* [EXERCISE DETAILS]: Repeat what the lines below say, word for word, and skip every image.

■ ■ ■ ■

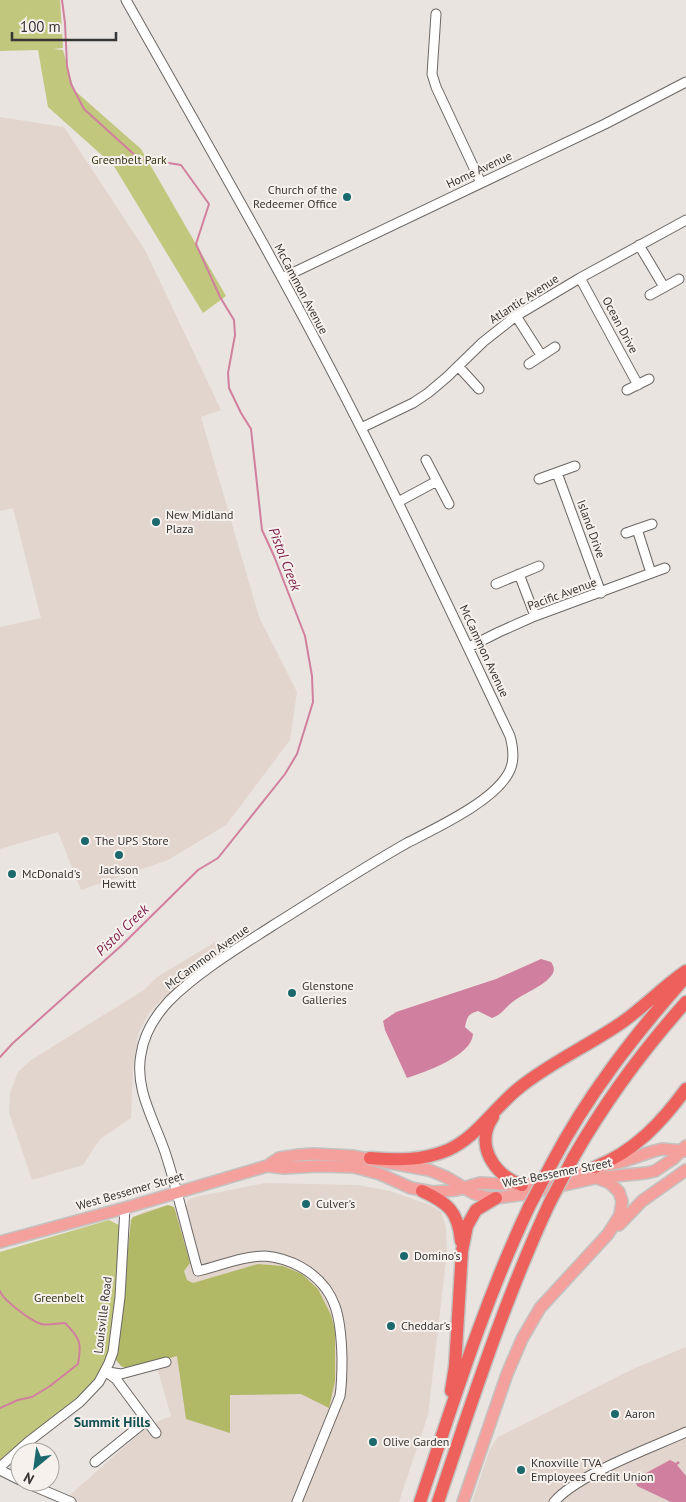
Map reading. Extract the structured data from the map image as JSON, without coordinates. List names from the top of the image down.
{
  "streets": {
    "main road": ["West Bessemer Street"],
    "street": [
      "Home Avenue",
      "McCammon Avenue",
      "Atlantic Avenue",
      "Ocean Drive",
      "Island Drive",
      "Pacific Avenue",
      "Louisville Road"
    ]
  },
  "crossings": [
    ["Home Avenue", "McCammon Avenue"],
    ["McCammon Avenue", "Atlantic Avenue"],
    ["McCammon Avenue", "Pacific Avenue"],
    ["McCammon Avenue", "West Bessemer Street"],
    ["Atlantic Avenue", "Ocean Drive"],
    ["Island Drive", "Pacific Avenue"],
    ["West Bessemer Street", "Louisville Road"]
  ],
  "districts": ["Summit Hills"],
  "water": ["Pistol Creek"],
  "parks": ["Greenbelt Park", "Greenbelt"],
  "places": [
    "Church of the Redeemer Office",
    "New Midland Plaza",
    "The UPS Store",
    "Jackson Hewitt",
    "McDonald's",
    "Glenstone Galleries",
    "Culver's",
    "Domino's",
    "Cheddar's",
    "Aaron",
    "Olive Garden",
    "Knoxville TVA Employees Credit Union"
  ],
  "scale_bar": "100 m",
  "north": "bottom left"
}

■ ■ ■ ■

* [YOUR SOLUTION]:
Map reading. Extract the structured data from the map image as JSON, without coordinates. List names from the top of the image down.
{
  "streets": {
    "main road": ["West Bessemer Street"],
    "street": [
      "Home Avenue",
      "McCammon Avenue",
      "Atlantic Avenue",
      "Ocean Drive",
      "Island Drive",
      "Pacific Avenue",
      "Louisville Road"
    ]
  },
  "crossings": [
    ["Home Avenue", "McCammon Avenue"],
    ["McCammon Avenue", "Atlantic Avenue"],
    ["McCammon Avenue", "Pacific Avenue"],
    ["McCammon Avenue", "West Bessemer Street"],
    ["Atlantic Avenue", "Ocean Drive"],
    ["Island Drive", "Pacific Avenue"],
    ["West Bessemer Street", "Louisville Road"]
  ],
  "districts": ["Summit Hills"],
  "water": ["Pistol Creek"],
  "parks": ["Greenbelt Park", "Greenbelt"],
  "places": [
    "Church of the Redeemer Office",
    "New Midland Plaza",
    "The UPS Store",
    "Jackson Hewitt",
    "McDonald's",
    "Glenstone Galleries",
    "Culver's",
    "Domino's",
    "Cheddar's",
    "Aaron",
    "Olive Garden",
    "Knoxville TVA Employees Credit Union"
  ],
  "scale_bar": "100 m",
  "north": "bottom left"
}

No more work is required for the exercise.